Input data below:

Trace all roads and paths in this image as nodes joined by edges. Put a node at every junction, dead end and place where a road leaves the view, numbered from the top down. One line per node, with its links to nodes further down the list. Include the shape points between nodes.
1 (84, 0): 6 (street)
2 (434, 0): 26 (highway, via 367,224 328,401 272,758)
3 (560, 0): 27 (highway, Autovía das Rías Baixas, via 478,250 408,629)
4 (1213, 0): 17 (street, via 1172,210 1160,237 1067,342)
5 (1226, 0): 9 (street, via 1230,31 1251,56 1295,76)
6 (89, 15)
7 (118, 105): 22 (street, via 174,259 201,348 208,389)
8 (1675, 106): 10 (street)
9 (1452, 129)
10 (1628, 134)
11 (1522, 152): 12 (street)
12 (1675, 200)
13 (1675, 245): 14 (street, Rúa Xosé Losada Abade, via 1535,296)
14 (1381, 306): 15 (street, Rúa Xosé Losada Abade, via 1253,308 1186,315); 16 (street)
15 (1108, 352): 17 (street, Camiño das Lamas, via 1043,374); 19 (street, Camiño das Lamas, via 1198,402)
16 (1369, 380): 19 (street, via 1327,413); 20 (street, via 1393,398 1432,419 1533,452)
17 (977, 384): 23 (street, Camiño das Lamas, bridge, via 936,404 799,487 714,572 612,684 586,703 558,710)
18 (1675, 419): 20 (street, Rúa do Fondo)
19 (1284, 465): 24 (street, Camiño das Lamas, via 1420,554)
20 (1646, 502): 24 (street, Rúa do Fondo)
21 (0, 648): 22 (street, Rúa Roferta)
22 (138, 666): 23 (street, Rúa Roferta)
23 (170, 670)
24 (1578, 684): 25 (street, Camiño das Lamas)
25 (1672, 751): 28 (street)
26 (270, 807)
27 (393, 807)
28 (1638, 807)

End of Input data.

Task to complete => Please output the listing in full, exactly as it was given above.

Answer to this problem =>
Trace all roads and paths in this image as nodes joined by edges. Put a node at every junction, dead end and place where a road leaves the view, numbered from the top down. One line per node, with its links to nodes further down the list. Include the shape points between nodes.
1 (84, 0): 6 (street)
2 (434, 0): 26 (highway, via 367,224 328,401 272,758)
3 (560, 0): 27 (highway, Autovía das Rías Baixas, via 478,250 408,629)
4 (1213, 0): 17 (street, via 1172,210 1160,237 1067,342)
5 (1226, 0): 9 (street, via 1230,31 1251,56 1295,76)
6 (89, 15)
7 (118, 105): 22 (street, via 174,259 201,348 208,389)
8 (1675, 106): 10 (street)
9 (1452, 129)
10 (1628, 134)
11 (1522, 152): 12 (street)
12 (1675, 200)
13 (1675, 245): 14 (street, Rúa Xosé Losada Abade, via 1535,296)
14 (1381, 306): 15 (street, Rúa Xosé Losada Abade, via 1253,308 1186,315); 16 (street)
15 (1108, 352): 17 (street, Camiño das Lamas, via 1043,374); 19 (street, Camiño das Lamas, via 1198,402)
16 (1369, 380): 19 (street, via 1327,413); 20 (street, via 1393,398 1432,419 1533,452)
17 (977, 384): 23 (street, Camiño das Lamas, bridge, via 936,404 799,487 714,572 612,684 586,703 558,710)
18 (1675, 419): 20 (street, Rúa do Fondo)
19 (1284, 465): 24 (street, Camiño das Lamas, via 1420,554)
20 (1646, 502): 24 (street, Rúa do Fondo)
21 (0, 648): 22 (street, Rúa Roferta)
22 (138, 666): 23 (street, Rúa Roferta)
23 (170, 670)
24 (1578, 684): 25 (street, Camiño das Lamas)
25 (1672, 751): 28 (street)
26 (270, 807)
27 (393, 807)
28 (1638, 807)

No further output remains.